Go through the data and report each line that holds the string "Lokattvägen".

═══ Data supplied ═══

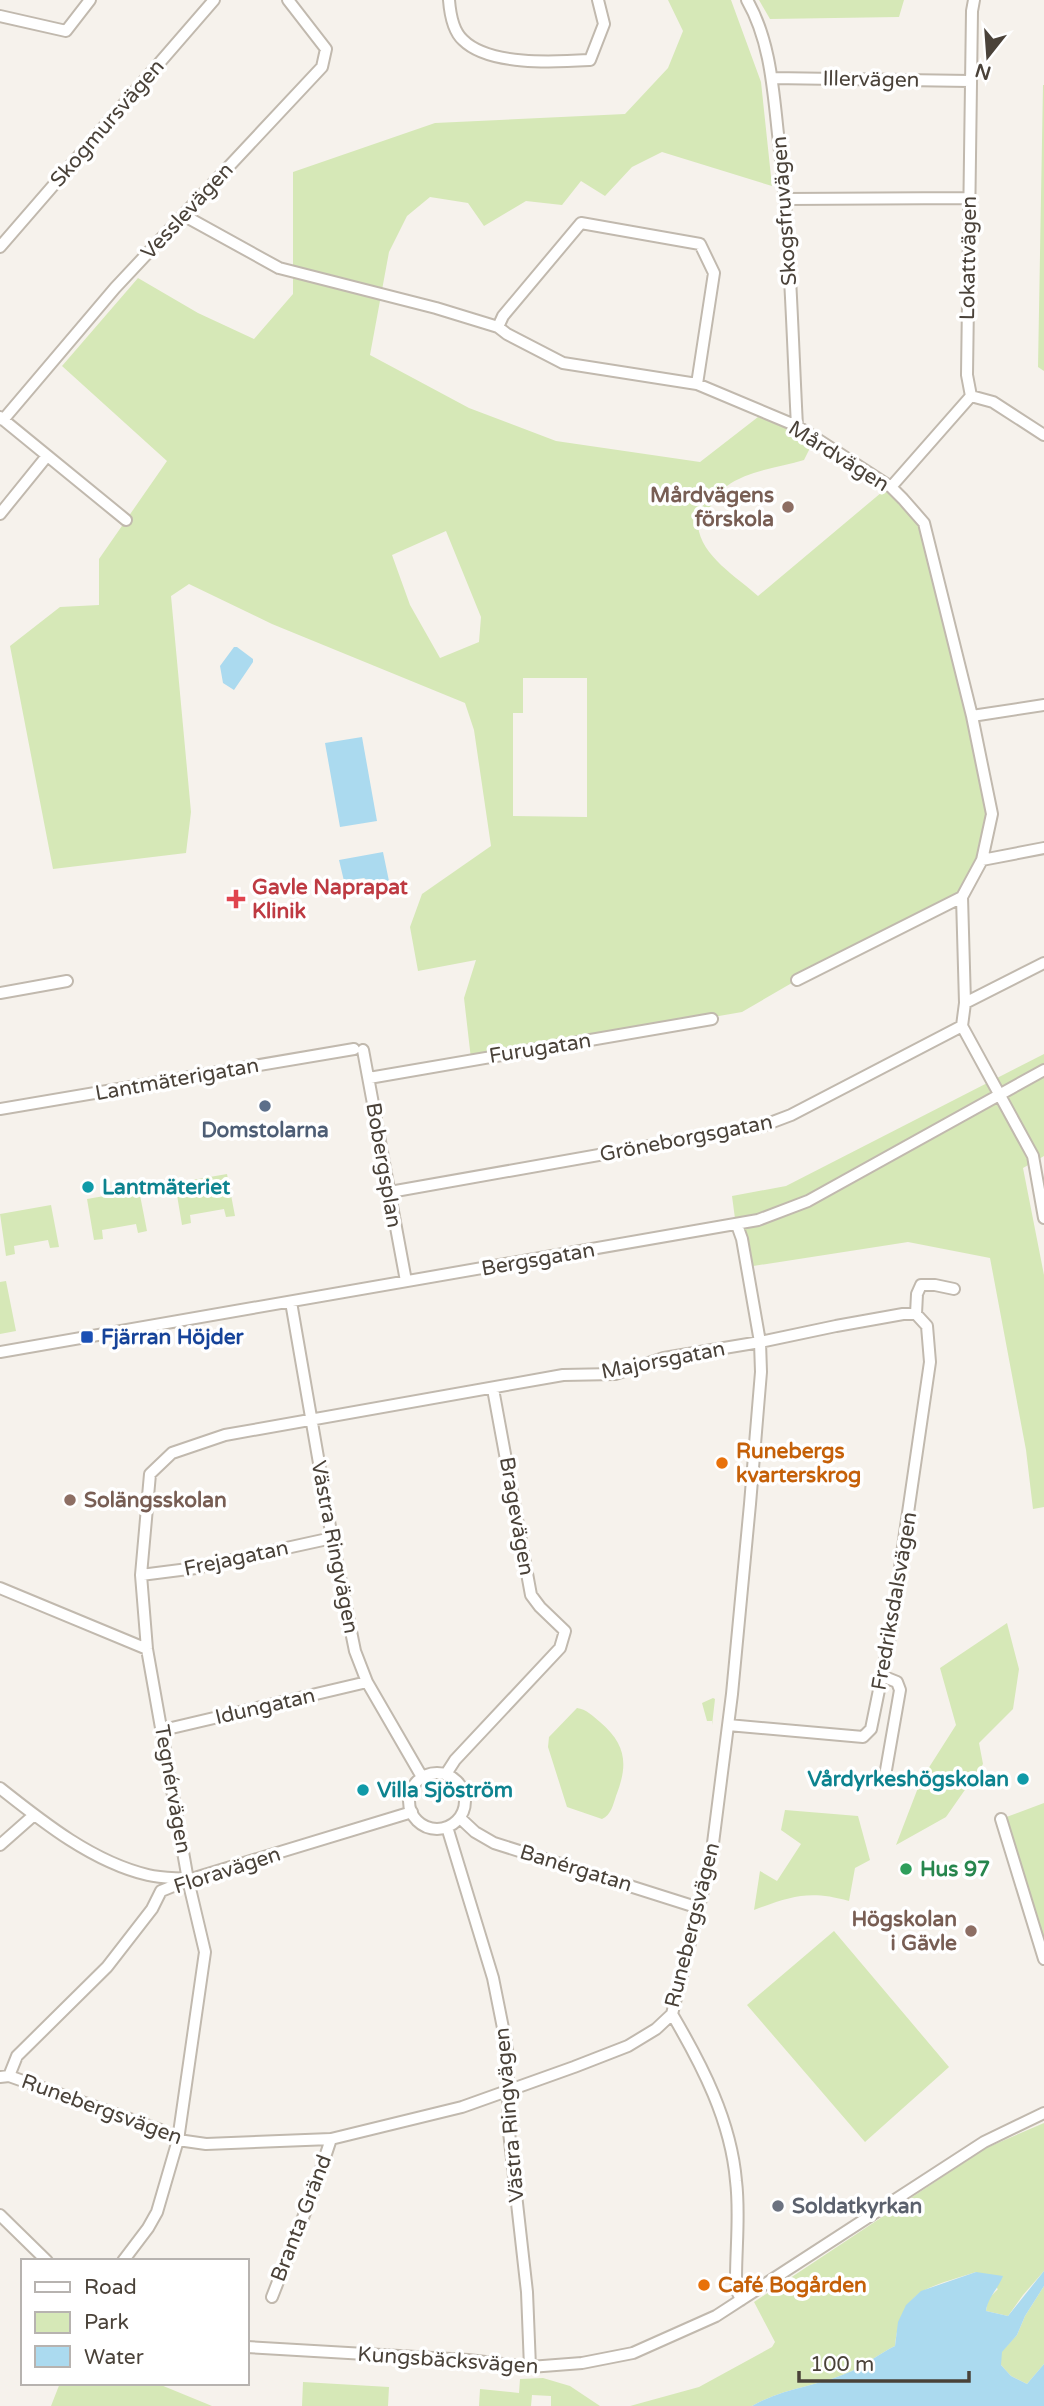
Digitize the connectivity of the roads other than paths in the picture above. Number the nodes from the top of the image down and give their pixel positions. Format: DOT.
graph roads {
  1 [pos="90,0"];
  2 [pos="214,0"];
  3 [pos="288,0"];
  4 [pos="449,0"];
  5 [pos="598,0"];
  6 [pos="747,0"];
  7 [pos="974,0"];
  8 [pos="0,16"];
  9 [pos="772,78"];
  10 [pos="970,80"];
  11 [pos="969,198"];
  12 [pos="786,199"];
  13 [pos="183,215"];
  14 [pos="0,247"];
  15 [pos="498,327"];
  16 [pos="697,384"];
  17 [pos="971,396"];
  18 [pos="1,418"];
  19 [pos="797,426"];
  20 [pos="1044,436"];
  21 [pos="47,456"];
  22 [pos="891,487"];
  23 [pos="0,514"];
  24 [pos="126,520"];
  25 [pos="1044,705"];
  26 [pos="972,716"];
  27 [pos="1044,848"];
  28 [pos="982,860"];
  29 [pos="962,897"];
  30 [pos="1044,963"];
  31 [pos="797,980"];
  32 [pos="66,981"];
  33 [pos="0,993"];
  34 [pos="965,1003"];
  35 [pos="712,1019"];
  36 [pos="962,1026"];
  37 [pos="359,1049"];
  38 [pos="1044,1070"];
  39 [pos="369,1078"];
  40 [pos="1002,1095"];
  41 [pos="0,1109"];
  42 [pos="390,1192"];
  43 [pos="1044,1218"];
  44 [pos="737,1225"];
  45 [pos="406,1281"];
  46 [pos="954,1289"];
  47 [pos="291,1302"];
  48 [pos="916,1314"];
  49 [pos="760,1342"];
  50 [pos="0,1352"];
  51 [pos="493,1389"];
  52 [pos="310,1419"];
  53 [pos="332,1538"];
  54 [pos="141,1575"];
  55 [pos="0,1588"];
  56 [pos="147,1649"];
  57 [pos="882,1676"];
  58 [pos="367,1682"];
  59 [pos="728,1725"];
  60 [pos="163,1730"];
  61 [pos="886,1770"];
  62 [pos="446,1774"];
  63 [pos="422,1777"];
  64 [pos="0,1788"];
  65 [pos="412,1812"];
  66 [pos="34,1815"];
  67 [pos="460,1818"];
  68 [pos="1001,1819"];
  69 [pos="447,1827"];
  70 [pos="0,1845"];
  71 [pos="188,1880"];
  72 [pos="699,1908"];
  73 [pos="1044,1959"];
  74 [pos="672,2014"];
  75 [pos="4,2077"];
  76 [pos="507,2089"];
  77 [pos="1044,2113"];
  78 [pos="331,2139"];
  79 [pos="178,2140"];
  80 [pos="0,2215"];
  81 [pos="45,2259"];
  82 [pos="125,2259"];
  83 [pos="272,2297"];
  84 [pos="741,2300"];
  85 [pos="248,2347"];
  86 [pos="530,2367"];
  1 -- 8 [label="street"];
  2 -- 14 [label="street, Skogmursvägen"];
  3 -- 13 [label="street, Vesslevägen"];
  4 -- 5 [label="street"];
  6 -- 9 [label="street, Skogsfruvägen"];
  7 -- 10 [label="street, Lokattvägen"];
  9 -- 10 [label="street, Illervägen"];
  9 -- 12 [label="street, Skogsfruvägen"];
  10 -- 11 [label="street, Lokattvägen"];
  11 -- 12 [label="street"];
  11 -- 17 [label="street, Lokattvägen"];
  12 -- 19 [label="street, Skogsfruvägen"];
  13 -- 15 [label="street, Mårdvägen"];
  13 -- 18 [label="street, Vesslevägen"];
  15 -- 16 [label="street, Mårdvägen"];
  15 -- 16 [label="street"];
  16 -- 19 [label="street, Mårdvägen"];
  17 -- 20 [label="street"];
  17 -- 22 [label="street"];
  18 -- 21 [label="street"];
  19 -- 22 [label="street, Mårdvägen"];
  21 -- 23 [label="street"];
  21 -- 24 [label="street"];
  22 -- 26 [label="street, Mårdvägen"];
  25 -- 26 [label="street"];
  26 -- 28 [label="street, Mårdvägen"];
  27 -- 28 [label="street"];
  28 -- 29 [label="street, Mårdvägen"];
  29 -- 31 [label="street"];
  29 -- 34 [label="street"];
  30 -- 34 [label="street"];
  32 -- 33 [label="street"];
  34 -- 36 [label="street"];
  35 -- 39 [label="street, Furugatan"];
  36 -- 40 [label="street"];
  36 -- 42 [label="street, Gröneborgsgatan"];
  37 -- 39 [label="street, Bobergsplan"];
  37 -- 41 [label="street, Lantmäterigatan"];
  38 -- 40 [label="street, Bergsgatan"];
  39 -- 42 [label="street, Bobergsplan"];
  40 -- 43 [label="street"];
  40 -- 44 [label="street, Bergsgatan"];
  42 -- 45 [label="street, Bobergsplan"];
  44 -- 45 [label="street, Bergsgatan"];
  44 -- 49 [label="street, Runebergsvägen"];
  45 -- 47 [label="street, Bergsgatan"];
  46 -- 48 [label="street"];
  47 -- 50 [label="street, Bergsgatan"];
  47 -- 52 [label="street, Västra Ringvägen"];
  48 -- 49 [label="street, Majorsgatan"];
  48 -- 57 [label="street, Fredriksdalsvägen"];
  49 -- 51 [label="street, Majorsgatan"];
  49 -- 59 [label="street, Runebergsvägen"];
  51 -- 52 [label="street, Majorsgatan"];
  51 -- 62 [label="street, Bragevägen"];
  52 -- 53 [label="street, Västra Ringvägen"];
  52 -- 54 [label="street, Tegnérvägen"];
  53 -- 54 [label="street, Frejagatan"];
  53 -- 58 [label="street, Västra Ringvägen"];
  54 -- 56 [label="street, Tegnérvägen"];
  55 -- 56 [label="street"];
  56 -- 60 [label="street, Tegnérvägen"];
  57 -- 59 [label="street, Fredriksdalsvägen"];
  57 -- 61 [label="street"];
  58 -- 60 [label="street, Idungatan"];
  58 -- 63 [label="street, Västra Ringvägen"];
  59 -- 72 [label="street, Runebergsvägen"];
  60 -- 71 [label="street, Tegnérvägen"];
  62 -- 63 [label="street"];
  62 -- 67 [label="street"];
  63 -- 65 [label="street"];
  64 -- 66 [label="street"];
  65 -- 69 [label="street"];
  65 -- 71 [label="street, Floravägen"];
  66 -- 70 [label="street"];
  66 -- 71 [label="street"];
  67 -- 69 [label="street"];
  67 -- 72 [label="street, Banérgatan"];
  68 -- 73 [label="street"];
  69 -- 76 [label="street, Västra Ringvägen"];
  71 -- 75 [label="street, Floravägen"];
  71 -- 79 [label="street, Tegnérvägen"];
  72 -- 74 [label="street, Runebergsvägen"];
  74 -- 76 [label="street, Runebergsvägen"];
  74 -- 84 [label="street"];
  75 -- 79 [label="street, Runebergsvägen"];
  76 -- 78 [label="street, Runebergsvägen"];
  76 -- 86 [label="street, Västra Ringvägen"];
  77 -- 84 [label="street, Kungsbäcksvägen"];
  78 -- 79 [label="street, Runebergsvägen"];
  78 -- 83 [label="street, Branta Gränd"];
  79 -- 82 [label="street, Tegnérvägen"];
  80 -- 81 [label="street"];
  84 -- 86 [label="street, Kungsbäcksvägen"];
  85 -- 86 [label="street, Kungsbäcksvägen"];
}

═══

→ Answer space
  7 -- 10 [label="street, Lokattvägen"];
  10 -- 11 [label="street, Lokattvägen"];
  11 -- 17 [label="street, Lokattvägen"];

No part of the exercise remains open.